**The records**
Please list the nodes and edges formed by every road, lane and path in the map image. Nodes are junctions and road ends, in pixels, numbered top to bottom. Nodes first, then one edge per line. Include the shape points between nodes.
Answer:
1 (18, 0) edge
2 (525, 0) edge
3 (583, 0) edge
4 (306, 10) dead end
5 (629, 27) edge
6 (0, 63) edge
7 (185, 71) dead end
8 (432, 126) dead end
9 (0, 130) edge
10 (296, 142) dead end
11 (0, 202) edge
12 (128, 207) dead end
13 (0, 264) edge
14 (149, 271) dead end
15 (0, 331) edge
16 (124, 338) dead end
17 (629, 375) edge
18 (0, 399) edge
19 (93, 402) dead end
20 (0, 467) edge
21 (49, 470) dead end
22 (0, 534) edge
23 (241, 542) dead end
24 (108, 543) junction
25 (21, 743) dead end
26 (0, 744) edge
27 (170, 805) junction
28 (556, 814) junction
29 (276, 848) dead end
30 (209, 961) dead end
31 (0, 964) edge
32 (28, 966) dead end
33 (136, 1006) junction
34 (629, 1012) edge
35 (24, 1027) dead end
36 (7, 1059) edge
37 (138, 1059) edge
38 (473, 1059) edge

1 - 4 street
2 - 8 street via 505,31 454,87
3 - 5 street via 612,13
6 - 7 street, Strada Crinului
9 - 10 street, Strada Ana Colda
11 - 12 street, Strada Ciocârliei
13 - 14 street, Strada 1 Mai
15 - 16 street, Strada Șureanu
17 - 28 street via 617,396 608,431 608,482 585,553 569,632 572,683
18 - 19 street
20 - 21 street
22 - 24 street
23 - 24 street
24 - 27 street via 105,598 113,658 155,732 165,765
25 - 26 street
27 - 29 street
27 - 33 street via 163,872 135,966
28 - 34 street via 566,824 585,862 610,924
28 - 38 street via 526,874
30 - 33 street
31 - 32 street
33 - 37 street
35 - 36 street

**Your goal**
Copy each line of the entries exactly.

**Task response**
Please list the nodes and edges formed by every road, lane and path in the map image. Nodes are junctions and road ends, in pixels, numbered top to bottom. Nodes first, then one edge per line. Include the shape points between nodes.
Answer:
1 (18, 0) edge
2 (525, 0) edge
3 (583, 0) edge
4 (306, 10) dead end
5 (629, 27) edge
6 (0, 63) edge
7 (185, 71) dead end
8 (432, 126) dead end
9 (0, 130) edge
10 (296, 142) dead end
11 (0, 202) edge
12 (128, 207) dead end
13 (0, 264) edge
14 (149, 271) dead end
15 (0, 331) edge
16 (124, 338) dead end
17 (629, 375) edge
18 (0, 399) edge
19 (93, 402) dead end
20 (0, 467) edge
21 (49, 470) dead end
22 (0, 534) edge
23 (241, 542) dead end
24 (108, 543) junction
25 (21, 743) dead end
26 (0, 744) edge
27 (170, 805) junction
28 (556, 814) junction
29 (276, 848) dead end
30 (209, 961) dead end
31 (0, 964) edge
32 (28, 966) dead end
33 (136, 1006) junction
34 (629, 1012) edge
35 (24, 1027) dead end
36 (7, 1059) edge
37 (138, 1059) edge
38 (473, 1059) edge

1 - 4 street
2 - 8 street via 505,31 454,87
3 - 5 street via 612,13
6 - 7 street, Strada Crinului
9 - 10 street, Strada Ana Colda
11 - 12 street, Strada Ciocârliei
13 - 14 street, Strada 1 Mai
15 - 16 street, Strada Șureanu
17 - 28 street via 617,396 608,431 608,482 585,553 569,632 572,683
18 - 19 street
20 - 21 street
22 - 24 street
23 - 24 street
24 - 27 street via 105,598 113,658 155,732 165,765
25 - 26 street
27 - 29 street
27 - 33 street via 163,872 135,966
28 - 34 street via 566,824 585,862 610,924
28 - 38 street via 526,874
30 - 33 street
31 - 32 street
33 - 37 street
35 - 36 street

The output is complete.